I consider myself anarchist in the sense I do not believe in the legitimacy of government. I do not have any leftist view whatsoever, but I think people should retain ownership of their property except through consensual trade. Does that mean I'm not an anarchist, or does that mean I'm a leftist?
>What if everyone had an analysis machine that could analyze the medicines

Because, as a post below notes, this is a pure fantasy. At this point you're proposing actual magic.

>Linux versus, say, Solaris and Microsoft Windows

Your choice of operating system isn't going to severely harm or kill you. "Move fast and break things" is a problem when the "things" are people.

>medical consequences have to get pretty costly before they're more costly than selling your home and emptying your retirement account and your kids' college funds.

Welcome to the reality of healthcare in the US for the uninsured (and often times for the poorly-insured).

Meh it's the classic black market vs white market debate, where here the white market is a huge oligopoly with insane markups to pay off lobbyists / regulator / advertisers / the rich people who own the pharma companies. Sometimes the black market is even more expensive but in DIY it often isn't.

If it were me I'd just make it all in one go, hopefully enough to be set for life, huge pile of it whatever drug I need to stay alive. Create a homogeneous mixture, GC/MS the mixture for purity and then package it for long term storage.

>Meh it's the classic black market vs white market debate,

No, it's classic libertarian fantasy bullshit. Medicines aren't toys, and we know exactly what happens when they're unregulated.

I wasn't aware that analytical instruments could measure your economic or political ideology.
some university will buy it first! actually this sounds like good, but this so difficult.

if someone glad to try some secret drug, maybe they can killed by error one...

> People mostly aren't dying because they can't afford life-saving medicine.

I don’t where you live. But in California there are clearly destitute people on the street in need of simple medical interventions like antibiotics.

For whatever reason* they aren’t able to get medical help — and I’m not just meaning people in mental crisis and drug addiction. There are seemingly “regular” people suffering from what should be 19th century style deaths.

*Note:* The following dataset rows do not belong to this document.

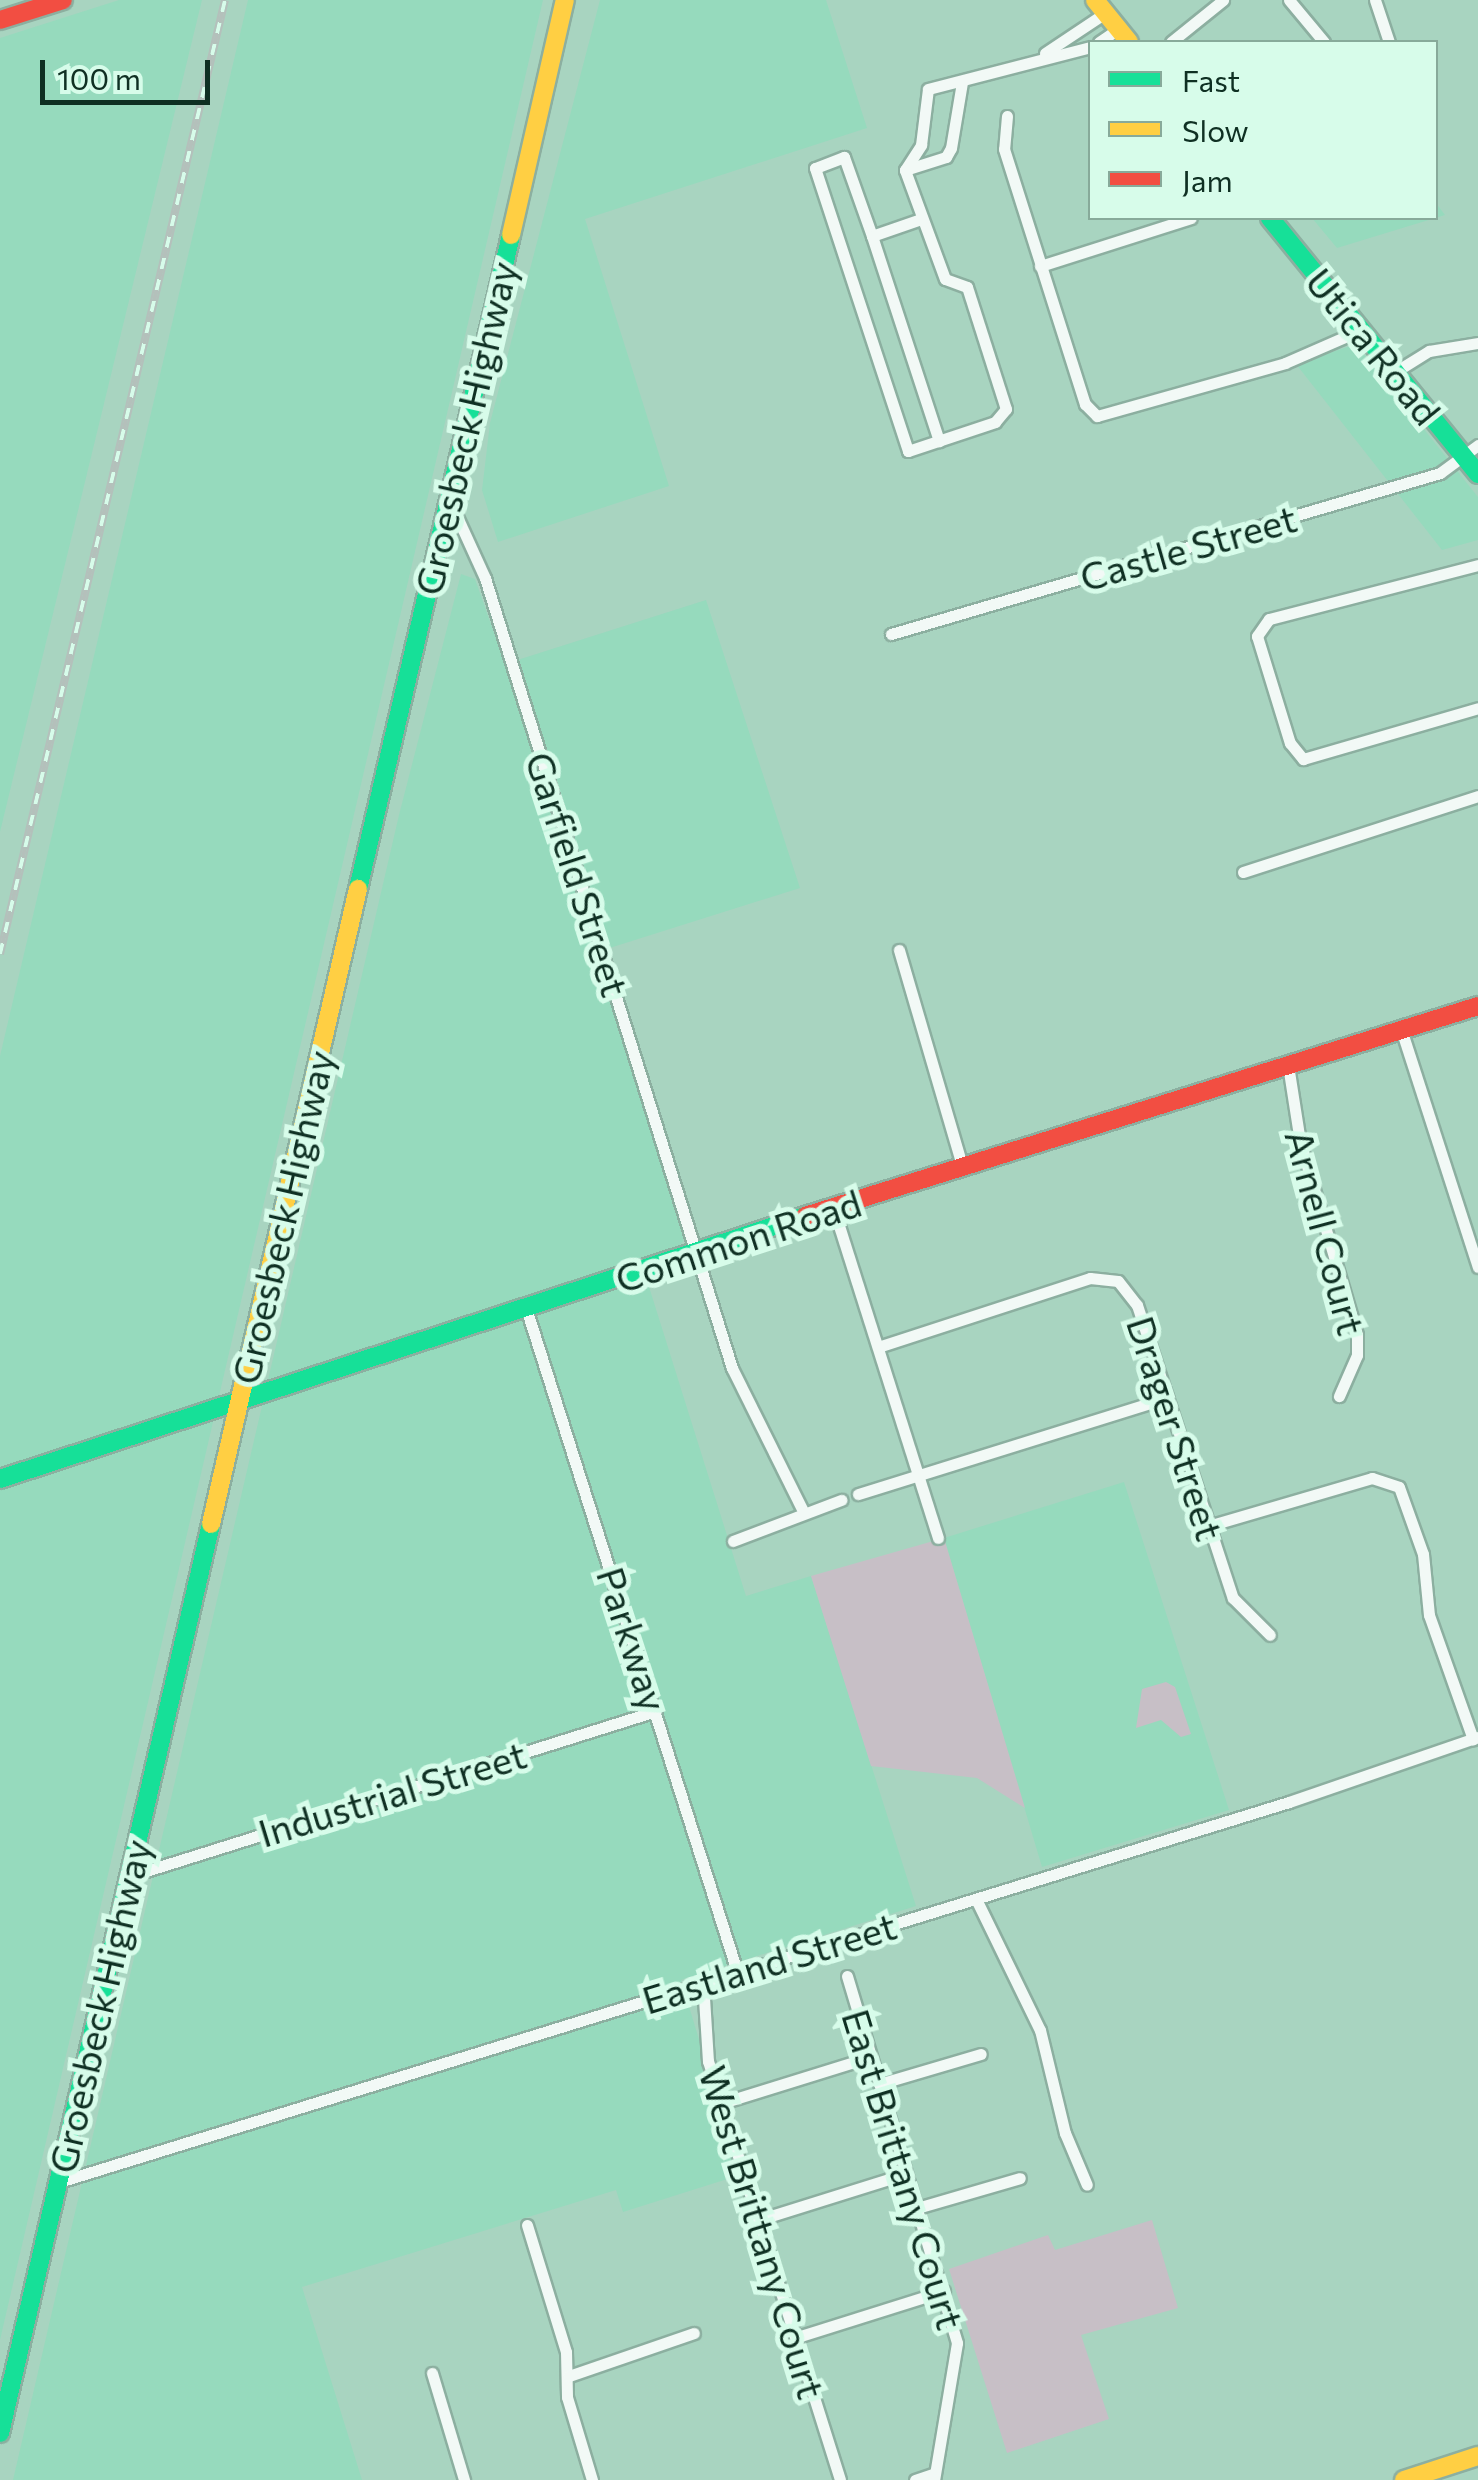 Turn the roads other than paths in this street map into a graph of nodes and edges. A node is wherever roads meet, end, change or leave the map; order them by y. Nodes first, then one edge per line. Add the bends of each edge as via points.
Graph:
1 (63, 0) edge
2 (564, 0) edge
3 (1223, 0) edge
4 (1289, 0) edge
5 (1375, 0) edge
6 (1100, 6) edge
7 (0, 20) edge
8 (1124, 36) edge
9 (1173, 40) edge
10 (1322, 40) edge
11 (1387, 40) edge
12 (1088, 47) edge
13 (1045, 54) junction
14 (962, 82) junction
15 (1007, 116) dead end
16 (906, 170) junction
17 (921, 219) junction
18 (1185, 220) edge
19 (1272, 220) edge
20 (872, 236) junction
21 (1040, 266) junction
22 (1361, 330) junction
23 (1478, 343) edge
24 (1395, 372) junction
25 (939, 441) junction
26 (1471, 450) edge
27 (1478, 474) edge
28 (448, 499) junction
29 (1478, 565) edge
30 (891, 634) dead end
31 (1478, 708) edge
32 (1478, 796) edge
33 (1243, 872) dead end
34 (899, 950) dead end
35 (1478, 1006) edge
36 (1401, 1029) junction
37 (1288, 1065) junction
38 (962, 1165) junction
39 (834, 1210) junction
40 (698, 1253) junction
41 (1478, 1267) edge
42 (526, 1308) junction
43 (878, 1347) junction
44 (1339, 1396) dead end
45 (1167, 1398) junction
46 (239, 1402) junction
47 (918, 1475) junction
48 (0, 1479) edge
49 (858, 1494) dead end
50 (841, 1500) dead end
51 (804, 1512) junction
52 (1208, 1526) junction
53 (938, 1538) dead end
54 (733, 1541) dead end
55 (1270, 1635) dead end
56 (656, 1712) junction
57 (1475, 1738) edge
58 (130, 1876) junction
59 (976, 1899) junction
60 (737, 1971) junction
61 (846, 1976) dead end
62 (702, 1982) junction
63 (980, 2054) dead end
64 (871, 2058) junction
65 (879, 2084) junction
66 (722, 2103) junction
67 (905, 2174) junction
68 (1020, 2178) dead end
69 (58, 2182) junction
70 (1086, 2185) dead end
71 (917, 2208) junction
72 (758, 2220) junction
73 (526, 2225) dead end
74 (944, 2291) junction
75 (694, 2333) dead end
76 (796, 2337) junction
77 (432, 2374) dead end
78 (569, 2376) junction
79 (0, 2434) edge
80 (1478, 2456) edge
81 (933, 2477) edge
82 (464, 2480) edge
83 (592, 2480) edge
84 (840, 2480) edge
85 (915, 2480) edge
86 (1405, 2480) edge

1 - 7 main road
2 - 28 main road, Groesbeck Highway
3 - 9 street
4 - 10 street
5 - 11 street
6 - 8 main road
6 - 13 street
12 - 13 street
13 - 14 street
14 - 16 street via 946,156
14 - 16 street via 928,88 921,145
15 - 21 street via 1004,150
16 - 17 street
17 - 20 street
17 - 25 street via 944,278 967,287 1006,409 996,422
18 - 21 street
19 - 22 main road, Utica Road
20 - 25 street
20 - 25 street via 844,157 815,168 908,451
21 - 22 street via 1085,404 1096,416 1285,364
22 - 24 main road, Utica Road
23 - 24 street via 1423,353
24 - 26 main road, Utica Road
26 - 27 main road, Utica Road
26 - 30 street, Castle Street via 1440,472
28 - 40 street, Garfield Street via 485,578
28 - 46 main road, Groesbeck Highway
29 - 31 street via 1269,620 1258,636 1290,743 1303,759
32 - 33 street
34 - 38 street
35 - 36 main road, Common Road
36 - 37 main road, Common Road
36 - 41 street
37 - 38 main road, Common Road
37 - 44 street, Arnell Court via 1300,1142 1357,1336 1357,1356
38 - 39 main road, Common Road
39 - 40 main road, Common Road
39 - 43 street
40 - 42 main road, Common Road
40 - 51 street, Garfield Street via 732,1368
42 - 46 main road, Common Road
42 - 56 street, Parkway
43 - 45 street, Drager Street via 1090,1278 1109,1278 1126,1287 1137,1305
43 - 47 street
45 - 47 street
45 - 52 street, Drager Street
46 - 48 main road, Common Road
46 - 58 main road, Groesbeck Highway
47 - 49 street
47 - 53 street
50 - 51 street
51 - 54 street
52 - 55 street, Drager Street via 1233,1598
52 - 57 street via 1372,1478 1398,1487 1423,1554 1428,1615
56 - 58 street, Industrial Street
56 - 60 street, Parkway
57 - 59 street, Eastland Street
58 - 69 main road, Groesbeck Highway
59 - 60 street, Eastland Street
59 - 70 street via 1040,2030 1065,2133
60 - 62 street, Eastland Street
61 - 64 street, East Brittany Court
62 - 66 street, West Brittany Court via 702,2039
62 - 69 street, Eastland Street
63 - 65 street
64 - 65 street, East Brittany Court
64 - 66 street
65 - 67 street, East Brittany Court
66 - 72 street, West Brittany Court
67 - 71 street, East Brittany Court
67 - 72 street
68 - 71 street
69 - 79 main road, Groesbeck Highway
71 - 74 street, East Brittany Court
72 - 76 street, West Brittany Court
73 - 78 street
74 - 76 street
74 - 81 street, East Brittany Court via 957,2343
75 - 78 street
76 - 84 street, West Brittany Court
77 - 82 street
78 - 83 street via 566,2397
80 - 86 main road
81 - 85 street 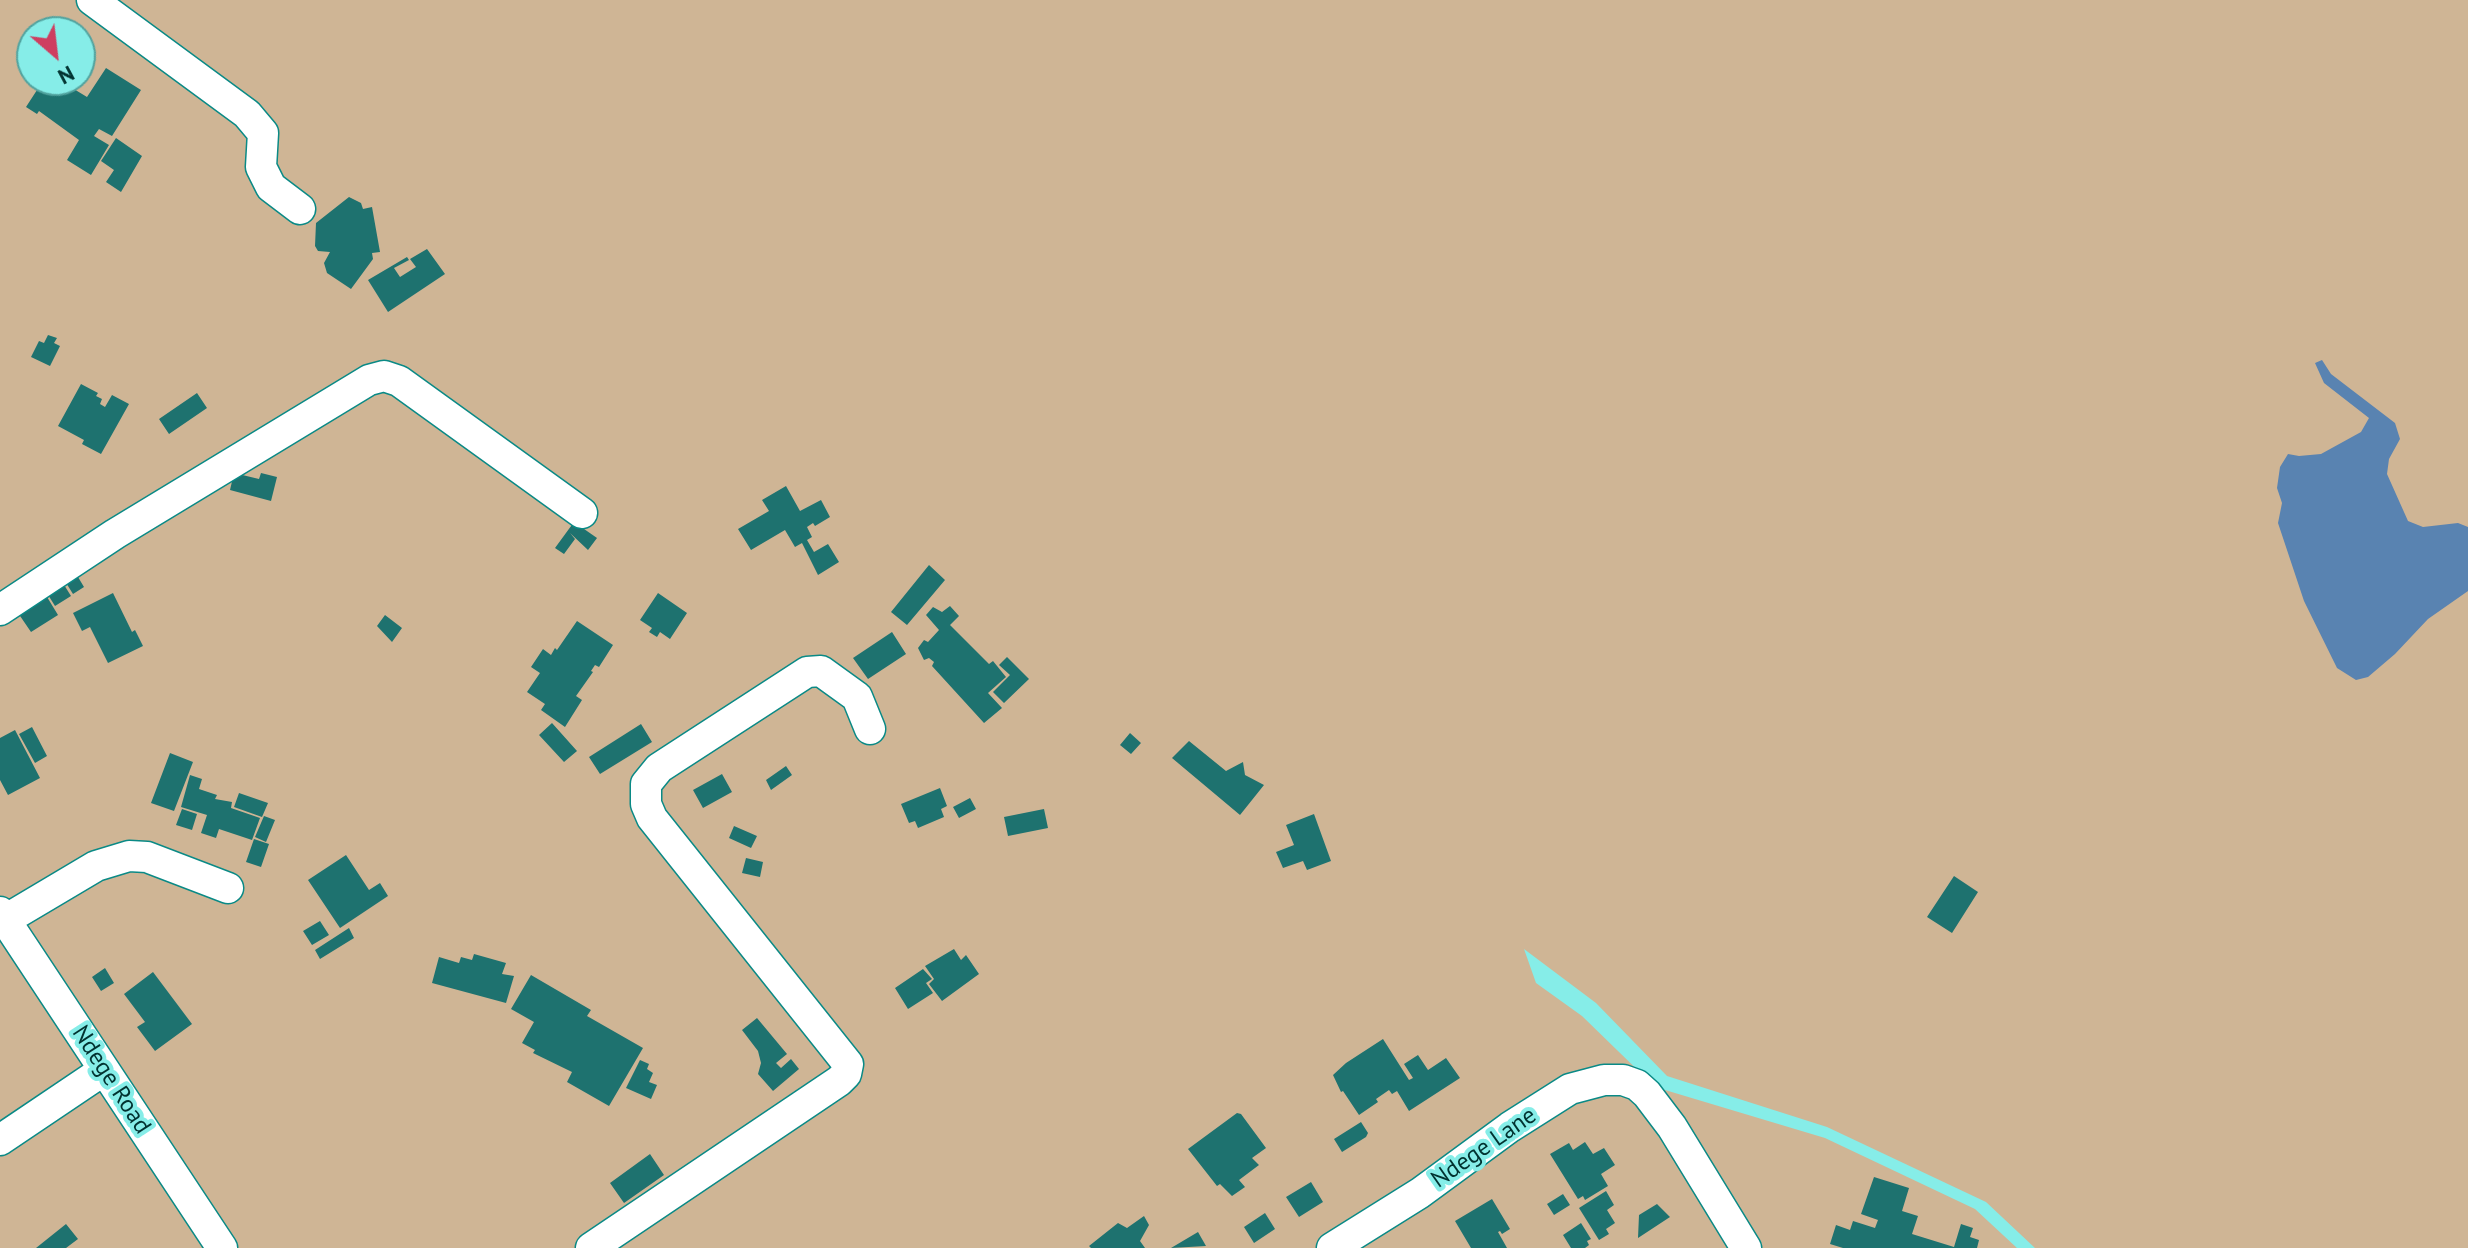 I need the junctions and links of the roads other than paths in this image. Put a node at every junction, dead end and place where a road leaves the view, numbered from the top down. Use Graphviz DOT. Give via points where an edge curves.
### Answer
graph roads {
  1 [pos="92,0"];
  2 [pos="300,209"];
  3 [pos="582,513"];
  4 [pos="0,610"];
  5 [pos="870,729"];
  6 [pos="228,888"];
  7 [pos="2,916"];
  8 [pos="104,1070"];
  9 [pos="0,1140"];
  10 [pos="1347,1243"];
  11 [pos="222,1248"];
  12 [pos="591,1248"];
  13 [pos="1746,1248"];
  1 -- 2 [label="street" via="247,114 263,133 261,167 271,187"];
  3 -- 4 [label="street" via="399,381 384,376 369,380 142,518"];
  5 -- 12 [label="street" via="857,697 821,671 807,672 659,768 646,784 652,818 848,1064 839,1081"];
  6 -- 7 [label="street" via="147,857 129,856 96,866"];
  7 -- 8 [label="street, Ndege Road"];
  8 -- 9 [label="street"];
  8 -- 11 [label="street, Ndege Road"];
  10 -- 13 [label="street, Ndege Lane" via="1570,1089 1623,1080 1647,1094 1672,1127"];
}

* I’ve noticed that EMTs are very cynical about helping poor looking people. I’m sure the classism extends to getting care, even when hospitals are legally required to provide immediate help without taking finances in to account.

Affordability is not the only reason people are being denied medicine. Many people have wanted, e.g. ivermectin, monoclonal antibodies, etc; and even gone to court to fight to get them, not because of the cost but because doctors, pharmacies and/or government bodies refuse to provide.
The -mabs are often denied because they really are expensive to make. Ivermectin is super cheap and quite safe in the usual doses; in the case of covid, denying it to people isn't directly causing any harm, but also very little good, if any.
>The -mabs are often denied because they really are expensive to make.

Source? According to the HHS via Washington Post[1], many doses of monoclonal antibodies have already been made, but only 20% of those distributed have been used, with 80% sitting on a shelf. The article suggests a few reasons for the lack of use, but it does not mention cost to make them.